Sunday, September 21, 2008

Sarah Palin’s brand of feminism

"Dissident feminist" Camille Paglia is enthusiastic:

I nearly fell out of my chair. It was like watching a boxing match: this woman turned out to be a tough, scrappy fighter with a mischievous sense of humour.
[...]
Conservative though she may be, I felt that Palin represented an explosion of a brand-new style of muscular American feminism. At her startling debut at the Republican convention, she was combining male and female qualities in ways that I have never seen before. And she was somehow able to seem simultaneously reassuringly traditional and gung-ho futurist.
[...]
In the US, the ultimate glass ceiling has been fiendishly complicated for women. Our president must also serve as commander-in-chief of the armed forces, so a woman candidate for president must show a potential capacity for military affairs and decision-making.

As a dissident feminist, I have been arguing for 20 years that young American women aspiring to political power should be studying military history rather than women’s studies with their rote agenda of never-ending grievances.

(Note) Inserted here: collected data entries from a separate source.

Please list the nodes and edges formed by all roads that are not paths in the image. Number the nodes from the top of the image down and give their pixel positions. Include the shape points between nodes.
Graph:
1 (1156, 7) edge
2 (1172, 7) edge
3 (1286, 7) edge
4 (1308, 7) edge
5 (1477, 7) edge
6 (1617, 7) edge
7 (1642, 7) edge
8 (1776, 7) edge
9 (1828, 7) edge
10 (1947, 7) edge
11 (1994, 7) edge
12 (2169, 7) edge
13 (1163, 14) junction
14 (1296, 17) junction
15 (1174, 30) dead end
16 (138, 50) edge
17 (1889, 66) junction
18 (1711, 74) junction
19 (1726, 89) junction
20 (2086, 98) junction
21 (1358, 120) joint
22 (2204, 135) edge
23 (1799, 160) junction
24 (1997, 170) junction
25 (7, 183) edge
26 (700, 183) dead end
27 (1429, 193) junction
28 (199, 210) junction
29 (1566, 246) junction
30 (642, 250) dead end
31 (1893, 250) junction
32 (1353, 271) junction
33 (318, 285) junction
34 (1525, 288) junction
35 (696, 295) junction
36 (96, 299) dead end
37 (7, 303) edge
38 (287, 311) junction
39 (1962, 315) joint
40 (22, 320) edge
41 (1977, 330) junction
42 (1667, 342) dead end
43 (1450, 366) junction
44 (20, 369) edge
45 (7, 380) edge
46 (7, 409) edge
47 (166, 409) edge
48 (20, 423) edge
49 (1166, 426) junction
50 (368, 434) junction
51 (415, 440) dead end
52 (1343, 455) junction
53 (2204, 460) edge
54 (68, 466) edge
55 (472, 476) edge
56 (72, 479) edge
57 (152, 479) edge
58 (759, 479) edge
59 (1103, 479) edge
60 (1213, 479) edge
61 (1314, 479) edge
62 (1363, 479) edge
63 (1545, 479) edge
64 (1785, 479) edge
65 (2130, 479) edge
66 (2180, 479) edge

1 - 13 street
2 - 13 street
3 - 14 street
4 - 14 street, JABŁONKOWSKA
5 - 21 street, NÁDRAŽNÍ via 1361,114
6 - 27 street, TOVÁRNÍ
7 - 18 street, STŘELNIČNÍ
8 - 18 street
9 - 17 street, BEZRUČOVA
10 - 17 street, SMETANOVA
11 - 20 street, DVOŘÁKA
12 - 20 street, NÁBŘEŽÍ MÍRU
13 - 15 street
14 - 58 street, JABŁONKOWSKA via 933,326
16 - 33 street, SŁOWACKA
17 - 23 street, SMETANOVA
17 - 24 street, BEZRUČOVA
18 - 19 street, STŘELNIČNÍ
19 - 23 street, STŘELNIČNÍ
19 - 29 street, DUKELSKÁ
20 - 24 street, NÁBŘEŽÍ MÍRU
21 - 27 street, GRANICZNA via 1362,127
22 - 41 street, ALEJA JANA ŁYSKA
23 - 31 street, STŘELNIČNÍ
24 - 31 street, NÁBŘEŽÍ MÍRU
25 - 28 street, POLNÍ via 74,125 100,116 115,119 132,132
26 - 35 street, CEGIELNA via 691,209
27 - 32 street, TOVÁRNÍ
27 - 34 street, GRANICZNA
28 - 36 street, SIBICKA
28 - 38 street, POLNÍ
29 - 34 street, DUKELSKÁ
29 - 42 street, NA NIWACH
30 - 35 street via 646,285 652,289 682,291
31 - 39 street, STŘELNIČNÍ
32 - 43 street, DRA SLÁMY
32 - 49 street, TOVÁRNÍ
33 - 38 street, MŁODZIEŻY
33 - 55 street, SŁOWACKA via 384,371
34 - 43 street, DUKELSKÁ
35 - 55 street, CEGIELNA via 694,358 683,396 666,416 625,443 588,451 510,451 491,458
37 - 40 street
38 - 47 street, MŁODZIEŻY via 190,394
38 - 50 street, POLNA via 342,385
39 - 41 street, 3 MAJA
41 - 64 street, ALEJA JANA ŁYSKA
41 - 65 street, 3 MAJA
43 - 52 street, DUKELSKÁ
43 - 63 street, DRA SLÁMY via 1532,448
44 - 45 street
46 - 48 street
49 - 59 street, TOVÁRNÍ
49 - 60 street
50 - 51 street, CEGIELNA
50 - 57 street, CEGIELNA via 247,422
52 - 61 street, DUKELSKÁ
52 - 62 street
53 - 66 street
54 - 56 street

The gun-toting Palin is a brash ambassador from America’s pioneer past. She immediately reminded me of the frontier women of the western states, which first granted women the right to vote after the civil war — long before the federal amendment guaranteeing universal suffrage was passed in 1919. Frontier women faced the same harsh challenges and had to tackle the same chores as men, which is why men could regard them as equals — unlike the genteel, corseted ladies of the eastern seaboard.
[...]
... that’s the Palin brand of can-do, no-excuses, moose-hunting feminism — a world away from the whining, sniping, wearily ironic mode of establishment feminism represented by Gloria Steinem, a Hillary Clinton supporter.
[..]
Frontier women were far bolder and hardier than today’s pampered, petulant bourgeois feminists, always looking to blame their complaints about life on someone else.

[via David Thompson]

4 comments:

Anonymous said...

J.R., you have just inccurred the wrath of Judy Rebik, Olivia Chow, Heather Mallick, Maude Barlow, Louise Arbour, and Hillary Clinton. Don't you know that women are supposed to toss off the chains of male enslavement, cast aside their vacuous adherance to the male dominated social system, shun the bonds of the valueless patriarchal order imposed on them and adopt the chains of the left-wing ideals of the socialist feminine order, assume the bonds of radical political activism, and embrace the imposed catesism of the new-age emancipated woman.
Woe betide any female who dares to step beyond the dictates of the feminist intelligencia and seek her own means of expression for she shall be cast aside as anathema to the cause.

Anonymous said...

Sarah Palin is a Real Woman. She is independent, smart, tough and can handle day to day living whatever is thrown at her. I don't think the so called feminists can claim the same. Give the Judy Rebiks the Malliks the whatever pretend feminist women a shot at living in the dark, Alaska, living without, hunting for food whether it be Starbucks or moose out in the wilderness, well I know which woman would survive. Sarah Palin would. The Feminists would whine and give up now wouldn't they.

Anonymous said...

If Camille Paglia considers the meth capital of Alaska the Frontier, then...well, she's on meth. And if you've ever heard the hyperactive lunatic talk, you have to conclude she's on something.

What. A. Dolt.

JR said...

Powell, Rick, I agree. The feminist "movement" has long been dominated by the po-mo left/lib whiners and radical activists of Rebik's ilk. Paglia's description of Palin's feminism is what I've always thought feminism should and could be.

Anon, "meth capital of Alaska"? What's that got to do with anything? Even the frontiers of of the 1800's had their substance abuse problems. Back then it was booze, laudanum and tabaccy. Methinks You're. The. Dolt.